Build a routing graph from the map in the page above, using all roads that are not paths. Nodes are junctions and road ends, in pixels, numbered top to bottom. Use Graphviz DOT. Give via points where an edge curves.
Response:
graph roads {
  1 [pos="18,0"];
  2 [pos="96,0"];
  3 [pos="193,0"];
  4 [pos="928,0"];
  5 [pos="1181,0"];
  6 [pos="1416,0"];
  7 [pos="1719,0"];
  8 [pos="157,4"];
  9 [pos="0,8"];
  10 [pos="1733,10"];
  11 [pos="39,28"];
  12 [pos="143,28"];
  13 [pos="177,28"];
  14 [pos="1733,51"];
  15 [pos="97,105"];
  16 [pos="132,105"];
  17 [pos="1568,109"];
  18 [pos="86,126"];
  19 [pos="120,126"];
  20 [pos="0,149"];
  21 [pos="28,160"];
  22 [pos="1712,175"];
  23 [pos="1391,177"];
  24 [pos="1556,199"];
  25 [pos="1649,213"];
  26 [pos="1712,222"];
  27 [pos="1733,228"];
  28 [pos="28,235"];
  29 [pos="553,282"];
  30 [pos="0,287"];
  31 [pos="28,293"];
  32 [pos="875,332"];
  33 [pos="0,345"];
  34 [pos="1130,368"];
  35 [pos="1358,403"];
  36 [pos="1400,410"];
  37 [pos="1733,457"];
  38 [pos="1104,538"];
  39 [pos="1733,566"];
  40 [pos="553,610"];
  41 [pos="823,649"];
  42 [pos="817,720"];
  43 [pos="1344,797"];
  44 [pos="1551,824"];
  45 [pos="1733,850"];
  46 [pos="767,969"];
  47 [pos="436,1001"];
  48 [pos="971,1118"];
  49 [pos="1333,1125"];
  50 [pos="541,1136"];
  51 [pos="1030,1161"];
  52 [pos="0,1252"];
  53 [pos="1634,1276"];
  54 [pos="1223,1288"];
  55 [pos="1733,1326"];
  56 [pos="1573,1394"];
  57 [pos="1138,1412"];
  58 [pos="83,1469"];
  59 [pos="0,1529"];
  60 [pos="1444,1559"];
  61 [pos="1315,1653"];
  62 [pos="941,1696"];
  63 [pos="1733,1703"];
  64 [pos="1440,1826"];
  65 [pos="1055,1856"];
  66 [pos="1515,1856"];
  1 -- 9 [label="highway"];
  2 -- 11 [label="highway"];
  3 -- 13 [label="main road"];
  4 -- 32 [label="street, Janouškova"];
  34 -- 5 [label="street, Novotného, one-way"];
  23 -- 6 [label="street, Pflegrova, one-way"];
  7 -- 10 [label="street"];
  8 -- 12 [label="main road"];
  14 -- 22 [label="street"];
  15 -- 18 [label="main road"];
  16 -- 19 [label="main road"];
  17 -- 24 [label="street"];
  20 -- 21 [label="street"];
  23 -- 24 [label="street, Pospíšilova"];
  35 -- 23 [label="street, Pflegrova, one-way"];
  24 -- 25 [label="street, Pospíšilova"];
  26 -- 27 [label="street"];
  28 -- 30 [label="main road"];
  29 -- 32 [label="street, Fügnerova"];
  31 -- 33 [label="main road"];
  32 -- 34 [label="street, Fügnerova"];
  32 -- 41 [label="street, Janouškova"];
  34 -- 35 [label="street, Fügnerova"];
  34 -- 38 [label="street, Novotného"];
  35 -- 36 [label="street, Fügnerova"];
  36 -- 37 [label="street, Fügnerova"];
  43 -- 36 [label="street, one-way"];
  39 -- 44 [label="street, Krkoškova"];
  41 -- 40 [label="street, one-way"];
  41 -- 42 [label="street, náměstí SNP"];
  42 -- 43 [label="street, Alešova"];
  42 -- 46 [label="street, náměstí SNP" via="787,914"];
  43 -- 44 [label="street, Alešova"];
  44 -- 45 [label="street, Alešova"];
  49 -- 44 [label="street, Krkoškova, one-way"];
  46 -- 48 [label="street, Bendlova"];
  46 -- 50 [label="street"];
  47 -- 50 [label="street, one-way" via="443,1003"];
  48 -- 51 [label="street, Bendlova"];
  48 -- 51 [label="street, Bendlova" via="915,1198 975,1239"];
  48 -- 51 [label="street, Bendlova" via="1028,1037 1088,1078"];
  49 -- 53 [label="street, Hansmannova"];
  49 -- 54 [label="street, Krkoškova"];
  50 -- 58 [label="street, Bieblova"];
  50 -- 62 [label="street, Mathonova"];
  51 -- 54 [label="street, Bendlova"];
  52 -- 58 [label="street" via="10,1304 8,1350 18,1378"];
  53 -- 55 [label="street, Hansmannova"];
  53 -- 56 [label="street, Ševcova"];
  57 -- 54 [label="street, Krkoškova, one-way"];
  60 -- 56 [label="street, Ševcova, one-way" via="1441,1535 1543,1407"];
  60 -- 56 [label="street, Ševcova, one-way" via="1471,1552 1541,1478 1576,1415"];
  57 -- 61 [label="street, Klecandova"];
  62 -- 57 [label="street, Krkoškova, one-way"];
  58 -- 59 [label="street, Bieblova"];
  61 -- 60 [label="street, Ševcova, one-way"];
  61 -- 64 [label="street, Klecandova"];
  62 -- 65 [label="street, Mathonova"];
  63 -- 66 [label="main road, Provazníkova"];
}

======

▶ [Problem statement]
Copy the records above exactly as they appear.

▶ [Expected output]
Build a routing graph from the map in the page above, using all roads that are not paths. Nodes are junctions and road ends, in pixels, numbered top to bottom. Use Graphviz DOT. Give via points where an edge curves.
Response:
graph roads {
  1 [pos="18,0"];
  2 [pos="96,0"];
  3 [pos="193,0"];
  4 [pos="928,0"];
  5 [pos="1181,0"];
  6 [pos="1416,0"];
  7 [pos="1719,0"];
  8 [pos="157,4"];
  9 [pos="0,8"];
  10 [pos="1733,10"];
  11 [pos="39,28"];
  12 [pos="143,28"];
  13 [pos="177,28"];
  14 [pos="1733,51"];
  15 [pos="97,105"];
  16 [pos="132,105"];
  17 [pos="1568,109"];
  18 [pos="86,126"];
  19 [pos="120,126"];
  20 [pos="0,149"];
  21 [pos="28,160"];
  22 [pos="1712,175"];
  23 [pos="1391,177"];
  24 [pos="1556,199"];
  25 [pos="1649,213"];
  26 [pos="1712,222"];
  27 [pos="1733,228"];
  28 [pos="28,235"];
  29 [pos="553,282"];
  30 [pos="0,287"];
  31 [pos="28,293"];
  32 [pos="875,332"];
  33 [pos="0,345"];
  34 [pos="1130,368"];
  35 [pos="1358,403"];
  36 [pos="1400,410"];
  37 [pos="1733,457"];
  38 [pos="1104,538"];
  39 [pos="1733,566"];
  40 [pos="553,610"];
  41 [pos="823,649"];
  42 [pos="817,720"];
  43 [pos="1344,797"];
  44 [pos="1551,824"];
  45 [pos="1733,850"];
  46 [pos="767,969"];
  47 [pos="436,1001"];
  48 [pos="971,1118"];
  49 [pos="1333,1125"];
  50 [pos="541,1136"];
  51 [pos="1030,1161"];
  52 [pos="0,1252"];
  53 [pos="1634,1276"];
  54 [pos="1223,1288"];
  55 [pos="1733,1326"];
  56 [pos="1573,1394"];
  57 [pos="1138,1412"];
  58 [pos="83,1469"];
  59 [pos="0,1529"];
  60 [pos="1444,1559"];
  61 [pos="1315,1653"];
  62 [pos="941,1696"];
  63 [pos="1733,1703"];
  64 [pos="1440,1826"];
  65 [pos="1055,1856"];
  66 [pos="1515,1856"];
  1 -- 9 [label="highway"];
  2 -- 11 [label="highway"];
  3 -- 13 [label="main road"];
  4 -- 32 [label="street, Janouškova"];
  34 -- 5 [label="street, Novotného, one-way"];
  23 -- 6 [label="street, Pflegrova, one-way"];
  7 -- 10 [label="street"];
  8 -- 12 [label="main road"];
  14 -- 22 [label="street"];
  15 -- 18 [label="main road"];
  16 -- 19 [label="main road"];
  17 -- 24 [label="street"];
  20 -- 21 [label="street"];
  23 -- 24 [label="street, Pospíšilova"];
  35 -- 23 [label="street, Pflegrova, one-way"];
  24 -- 25 [label="street, Pospíšilova"];
  26 -- 27 [label="street"];
  28 -- 30 [label="main road"];
  29 -- 32 [label="street, Fügnerova"];
  31 -- 33 [label="main road"];
  32 -- 34 [label="street, Fügnerova"];
  32 -- 41 [label="street, Janouškova"];
  34 -- 35 [label="street, Fügnerova"];
  34 -- 38 [label="street, Novotného"];
  35 -- 36 [label="street, Fügnerova"];
  36 -- 37 [label="street, Fügnerova"];
  43 -- 36 [label="street, one-way"];
  39 -- 44 [label="street, Krkoškova"];
  41 -- 40 [label="street, one-way"];
  41 -- 42 [label="street, náměstí SNP"];
  42 -- 43 [label="street, Alešova"];
  42 -- 46 [label="street, náměstí SNP" via="787,914"];
  43 -- 44 [label="street, Alešova"];
  44 -- 45 [label="street, Alešova"];
  49 -- 44 [label="street, Krkoškova, one-way"];
  46 -- 48 [label="street, Bendlova"];
  46 -- 50 [label="street"];
  47 -- 50 [label="street, one-way" via="443,1003"];
  48 -- 51 [label="street, Bendlova"];
  48 -- 51 [label="street, Bendlova" via="915,1198 975,1239"];
  48 -- 51 [label="street, Bendlova" via="1028,1037 1088,1078"];
  49 -- 53 [label="street, Hansmannova"];
  49 -- 54 [label="street, Krkoškova"];
  50 -- 58 [label="street, Bieblova"];
  50 -- 62 [label="street, Mathonova"];
  51 -- 54 [label="street, Bendlova"];
  52 -- 58 [label="street" via="10,1304 8,1350 18,1378"];
  53 -- 55 [label="street, Hansmannova"];
  53 -- 56 [label="street, Ševcova"];
  57 -- 54 [label="street, Krkoškova, one-way"];
  60 -- 56 [label="street, Ševcova, one-way" via="1441,1535 1543,1407"];
  60 -- 56 [label="street, Ševcova, one-way" via="1471,1552 1541,1478 1576,1415"];
  57 -- 61 [label="street, Klecandova"];
  62 -- 57 [label="street, Krkoškova, one-way"];
  58 -- 59 [label="street, Bieblova"];
  61 -- 60 [label="street, Ševcova, one-way"];
  61 -- 64 [label="street, Klecandova"];
  62 -- 65 [label="street, Mathonova"];
  63 -- 66 [label="main road, Provazníkova"];
}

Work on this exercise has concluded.